Content starts

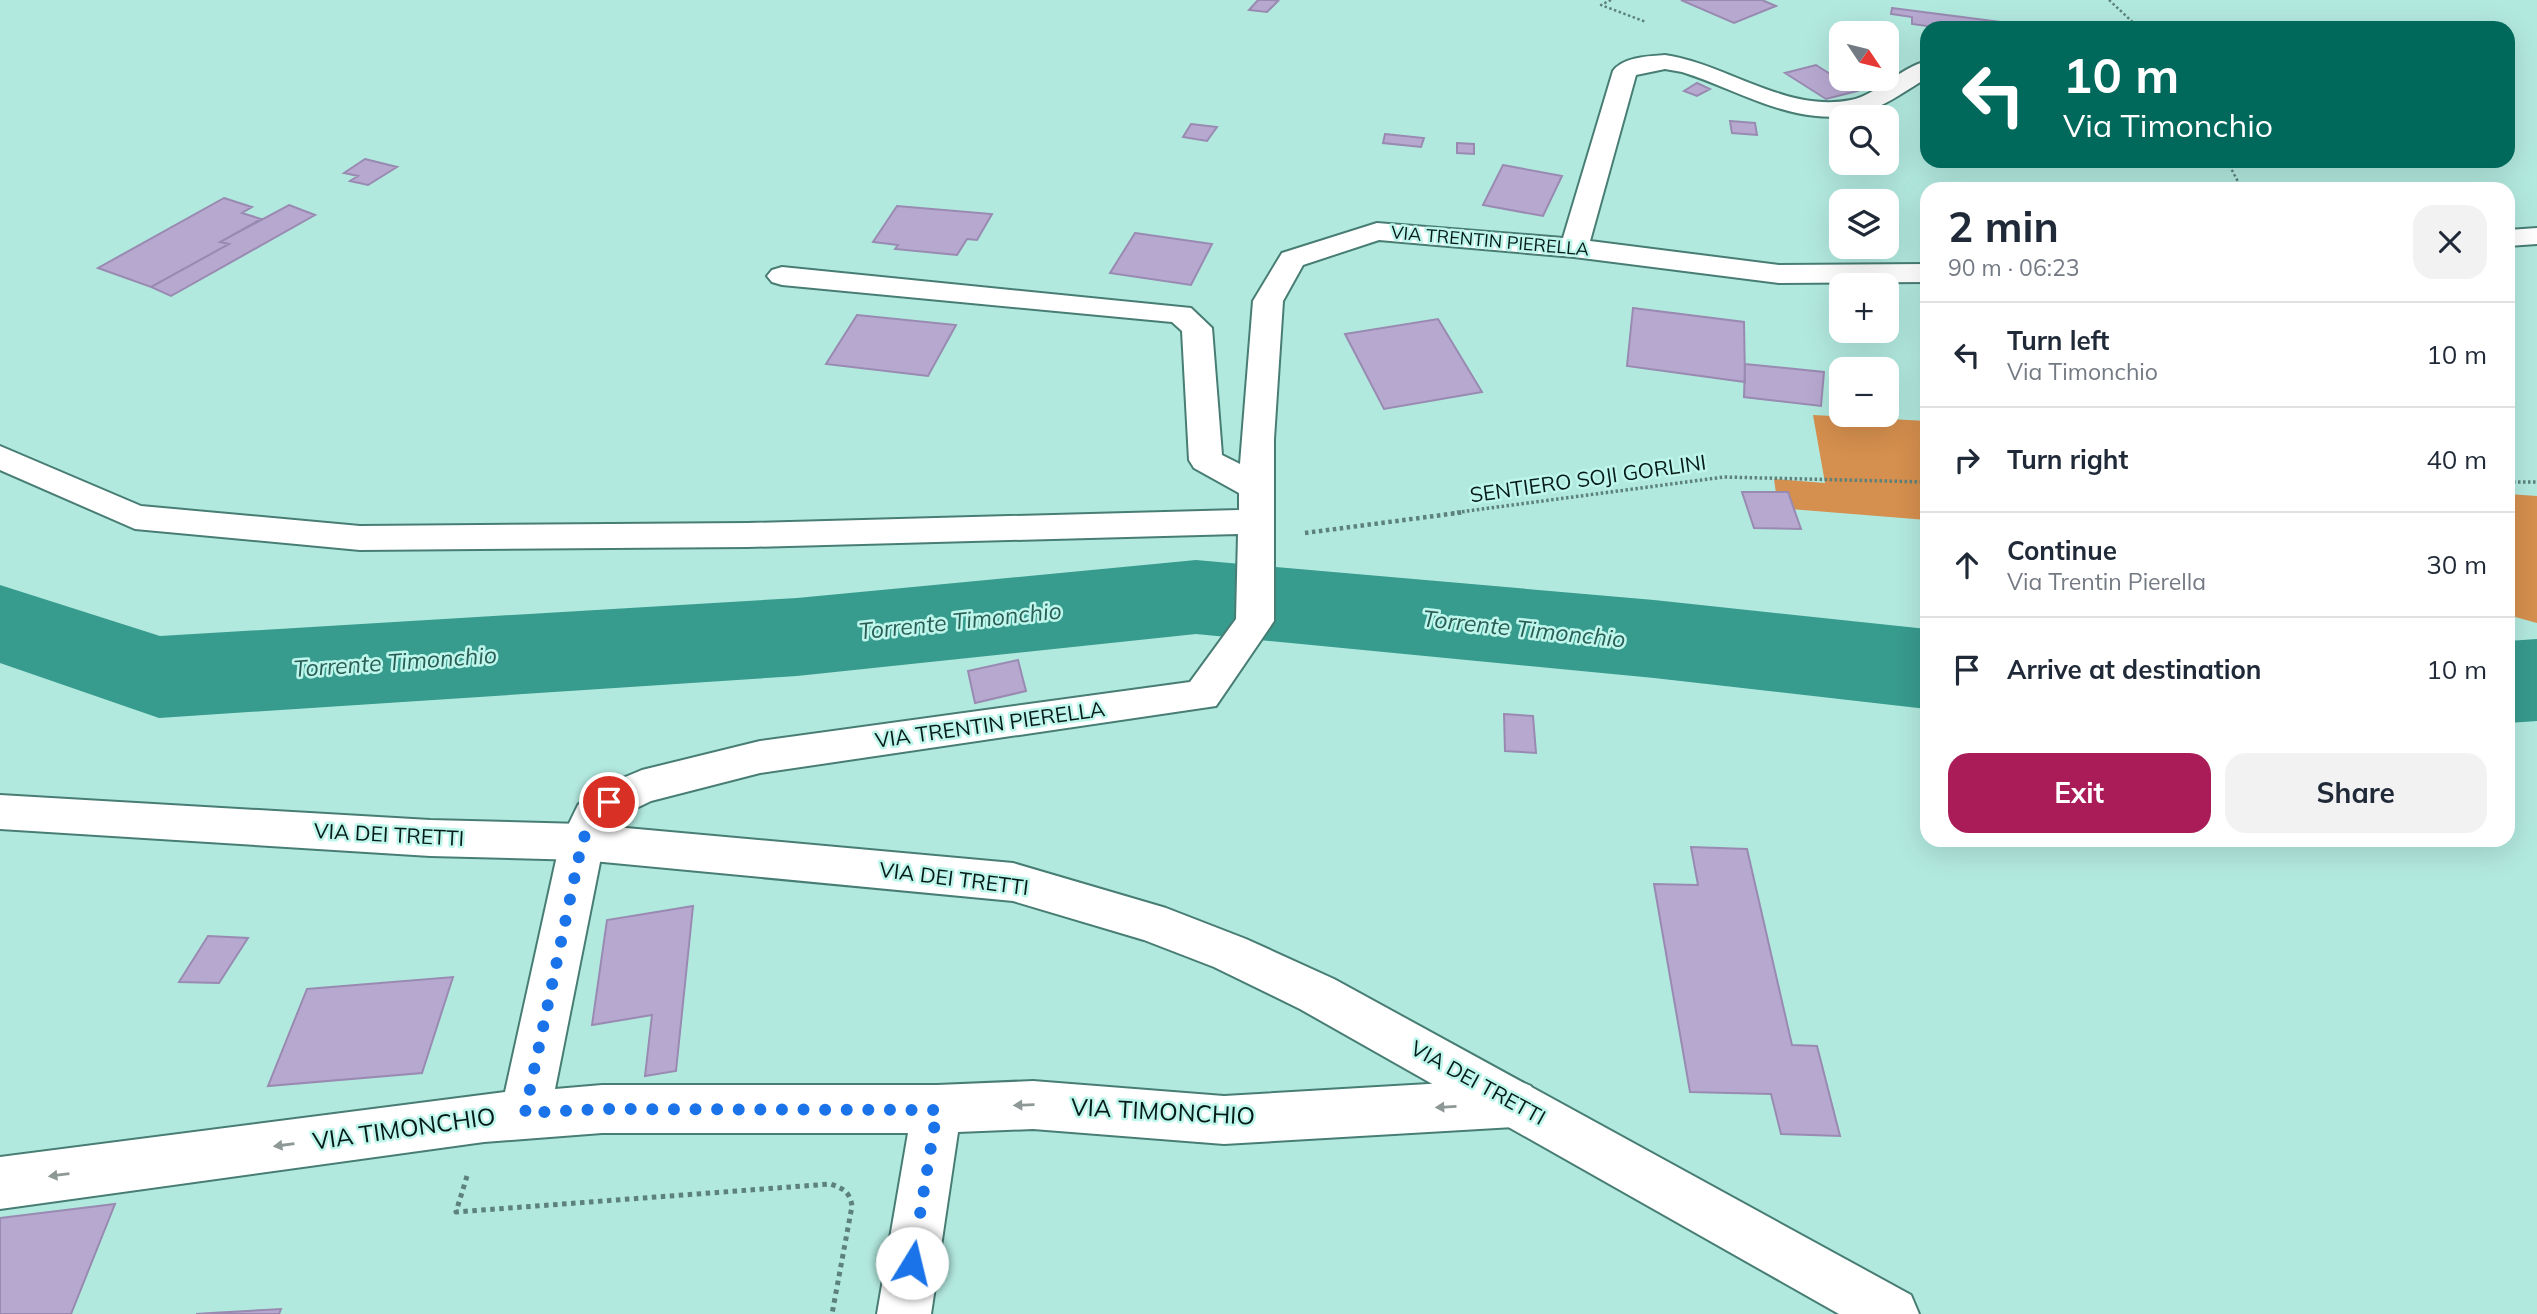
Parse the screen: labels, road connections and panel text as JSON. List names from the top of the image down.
{
  "streets": {
    "street": ["VIA TRENTIN PIERELLA", "VIA DEI TRETTI", "VIA TIMONCHIO"],
    "path": ["SENTIERO SOJI GORLINI"]
  },
  "crossings": [
    ["VIA TRENTIN PIERELLA", "SENTIERO SOJI GORLINI"],
    ["VIA TRENTIN PIERELLA", "VIA DEI TRETTI"],
    ["VIA TRENTIN PIERELLA", "VIA TIMONCHIO"],
    ["VIA DEI TRETTI", "VIA TIMONCHIO"]
  ],
  "one_way": ["VIA TIMONCHIO"],
  "water": ["Torrente Timonchio"],
  "north": "bottom right",
  "page": {
    "map_buttons": ["+", "−"],
    "turn": ["10 m", "Via Timonchio"],
    "heading": ["2 min", "90 m · 06:23"],
    "list": [
      {
        "name": "Turn left",
        "note": "Via Timonchio",
        "value": "10 m"
      },
      {
        "name": "Turn right",
        "value": "40 m"
      },
      {
        "name": "Continue",
        "note": "Via Trentin Pierella",
        "value": "30 m"
      },
      {
        "name": "Arrive at destination",
        "value": "10 m"
      }
    ],
    "buttons": ["Exit", "Share"]
  }
}
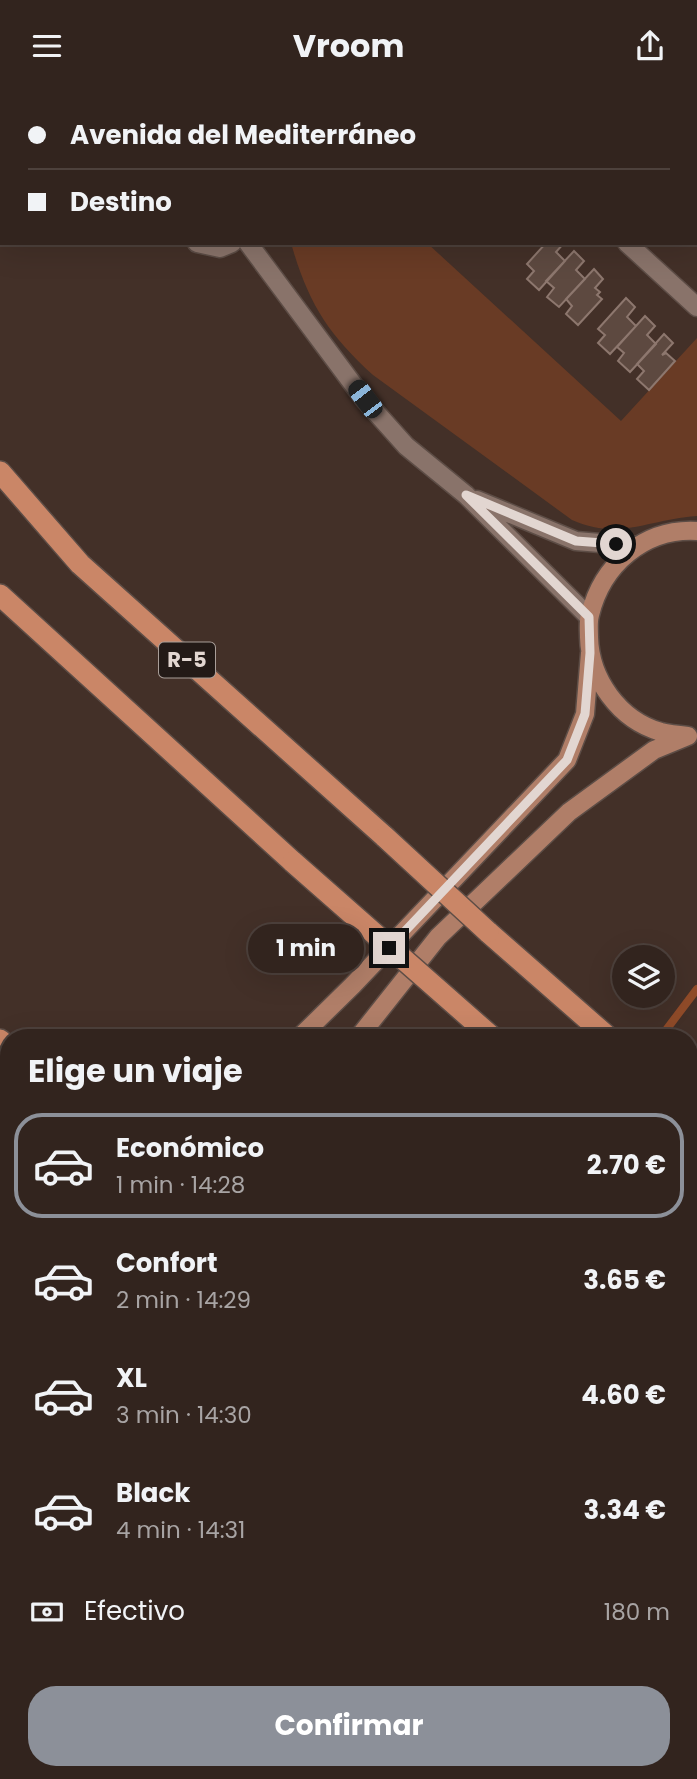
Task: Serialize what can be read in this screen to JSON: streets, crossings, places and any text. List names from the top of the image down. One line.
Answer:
{"streets":{"highway":["R-5"]},"page":{"header":"Vroom","banner":["Avenida del Mediterráneo","Destino"],"bubble":"1 min","heading":"Elige un viaje","list":[{"name":"Económico","note":"1 min · 14:28","value":"2.70 €"},{"name":"Confort","note":"2 min · 14:29","value":"3.65 €"},{"name":"XL","note":"3 min · 14:30","value":"4.60 €"},{"name":"Black","note":"4 min · 14:31","value":"3.34 €"}],"pay":["Efectivo","180 m"],"buttons":"Confirmar"}}
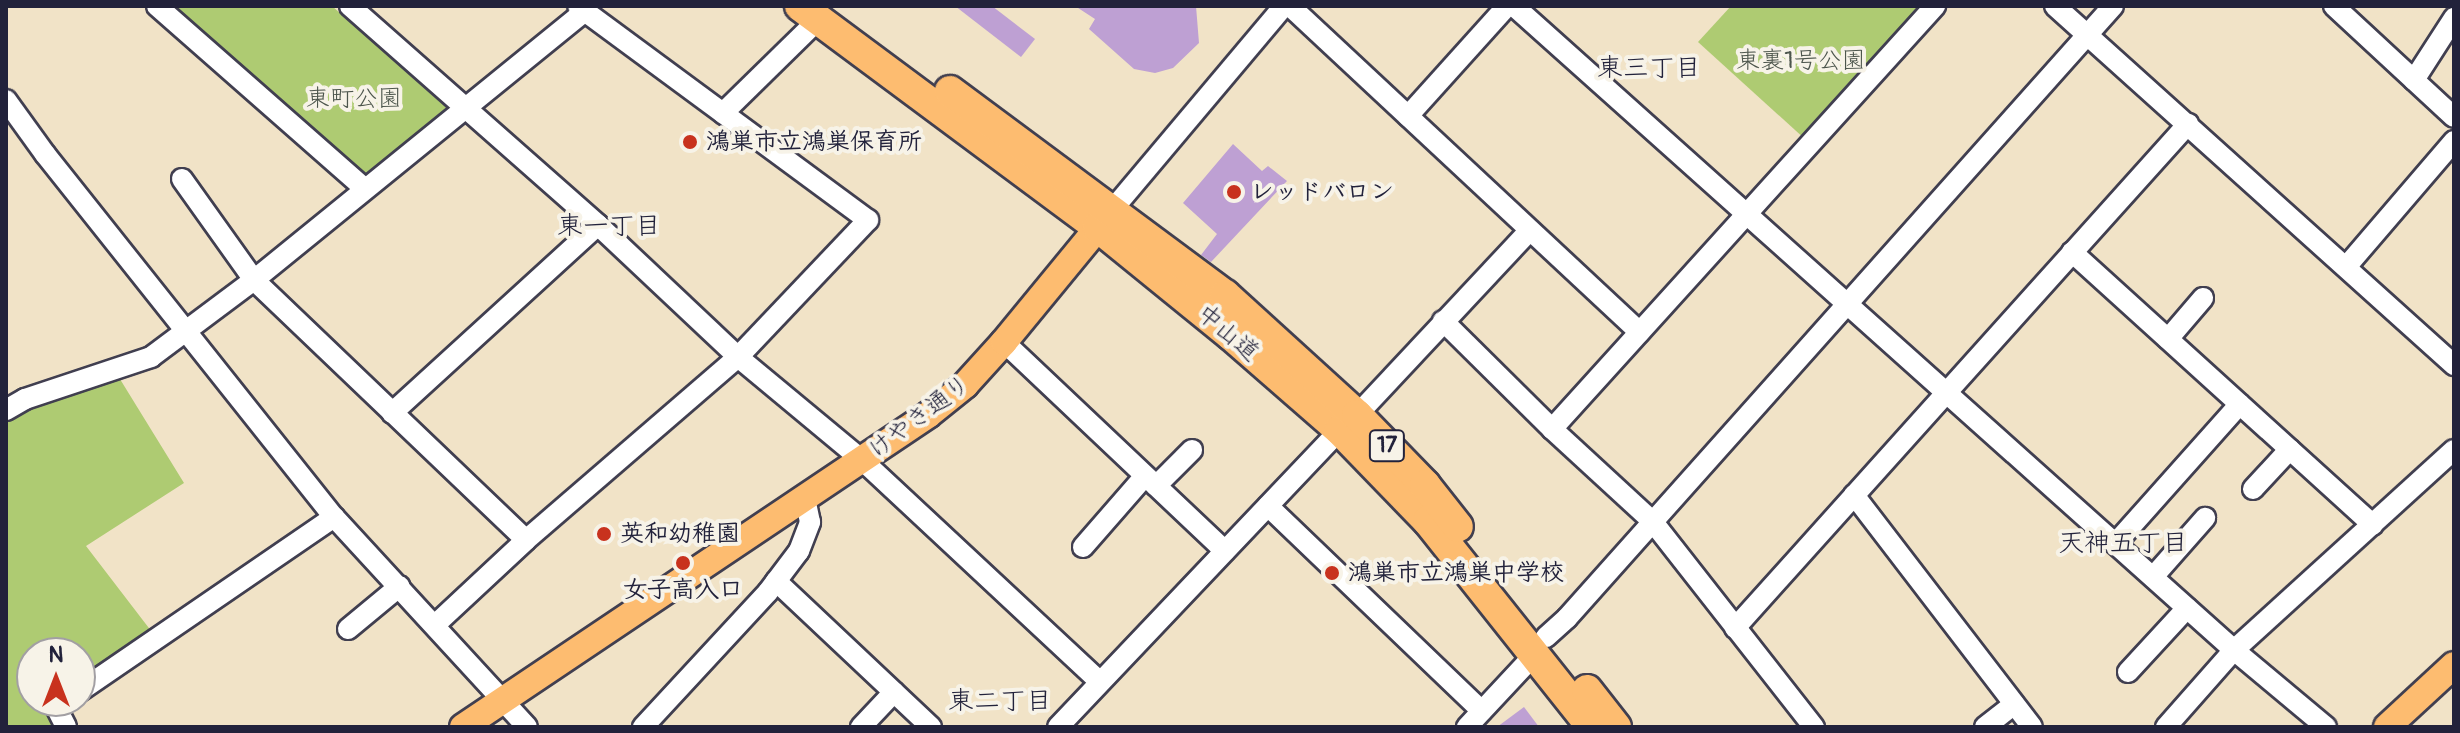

Content ends

Write down the full listing above exactly as it is, except for any images.

▶ [RESPONSE TO THIS TASK]
Parse the screen: labels, road connections and panel text as JSON. List names from the top of the image down.
{
  "streets": {
    "street": ["VIA TRENTIN PIERELLA", "VIA DEI TRETTI", "VIA TIMONCHIO"],
    "path": ["SENTIERO SOJI GORLINI"]
  },
  "crossings": [
    ["VIA TRENTIN PIERELLA", "SENTIERO SOJI GORLINI"],
    ["VIA TRENTIN PIERELLA", "VIA DEI TRETTI"],
    ["VIA TRENTIN PIERELLA", "VIA TIMONCHIO"],
    ["VIA DEI TRETTI", "VIA TIMONCHIO"]
  ],
  "one_way": ["VIA TIMONCHIO"],
  "water": ["Torrente Timonchio"],
  "north": "bottom right",
  "page": {
    "map_buttons": ["+", "−"],
    "turn": ["10 m", "Via Timonchio"],
    "heading": ["2 min", "90 m · 06:23"],
    "list": [
      {
        "name": "Turn left",
        "note": "Via Timonchio",
        "value": "10 m"
      },
      {
        "name": "Turn right",
        "value": "40 m"
      },
      {
        "name": "Continue",
        "note": "Via Trentin Pierella",
        "value": "30 m"
      },
      {
        "name": "Arrive at destination",
        "value": "10 m"
      }
    ],
    "buttons": ["Exit", "Share"]
  }
}
Task: Serialize what can be read in this screen to JSON: streets, crossings, places and any text. List names from the top of the image down. One line.
Answer:
{"streets":{"highway":["R-5"]},"page":{"header":"Vroom","banner":["Avenida del Mediterráneo","Destino"],"bubble":"1 min","heading":"Elige un viaje","list":[{"name":"Económico","note":"1 min · 14:28","value":"2.70 €"},{"name":"Confort","note":"2 min · 14:29","value":"3.65 €"},{"name":"XL","note":"3 min · 14:30","value":"4.60 €"},{"name":"Black","note":"4 min · 14:31","value":"3.34 €"}],"pay":["Efectivo","180 m"],"buttons":"Confirmar"}}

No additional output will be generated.